Authors: Cari Hunter
He searched the rest of the hut thoroughly but found no sign of his GPS, his keys, or his ID papers. The only thing she had left behind was a bottle of hair dye. She had taken everything else, even his fucking toothbrush.
“Goddammit.”
He stormed out of the hut, kicked the door closed, and looked around. Beth was several yards away, kneeling in the grass, retrieving something she had dropped. She held the radio up sheepishly as he walked over to her.
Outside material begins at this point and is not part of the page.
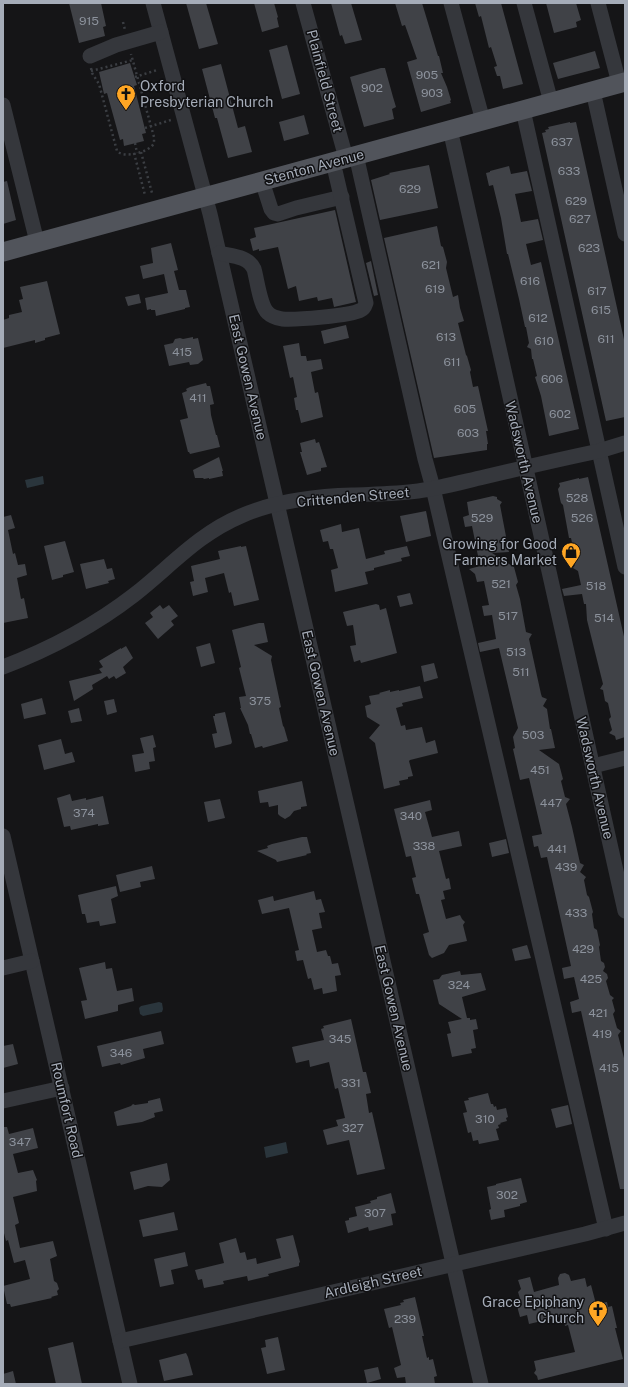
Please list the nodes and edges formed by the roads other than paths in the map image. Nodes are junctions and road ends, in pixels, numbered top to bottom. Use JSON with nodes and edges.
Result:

“I thought I heard you calling me on it,” she said, “but I think it was probably the wind. I just got a bit creeped out.” She looked at the hut and shuddered. “We’re not staying here tonight, are we?”
“No.” He wasn’t planning on staying anywhere near there that night. He was planning to search the clearing until he picked up the girl’s trail and to follow it until the light died completely. He gestured at the radio. “Keep that fucking thing off. Those batteries won’t last forever.”
Beth nodded quickly. “Sorry, Nate.”
He was already walking away from her toward a small, flattened area of undergrowth. It seemed as good a place as any to start looking.
*
The ancient stones seemed to teeter perpetually on the verge of tumbling down the mountainside. It was only the well-established growth of moss and lichen on their surface that gave any suggestion of how long they had rested in their places and for how many thousands of years they would continue to do so.
Sarah followed Alex as she waded into the bracken growing rampantly at the base of the rocks. Once she seemed certain they would be adequately hidden, she lowered her pack from her shoulders.
“I think we’ll be good here for the night.” She lifted Sarah’s pack down, and with both hands on Sarah’s shoulders she guided her to sit on a low rock. “I’m gonna scout around, see if I can find some wood, grab some water from that stream we passed.”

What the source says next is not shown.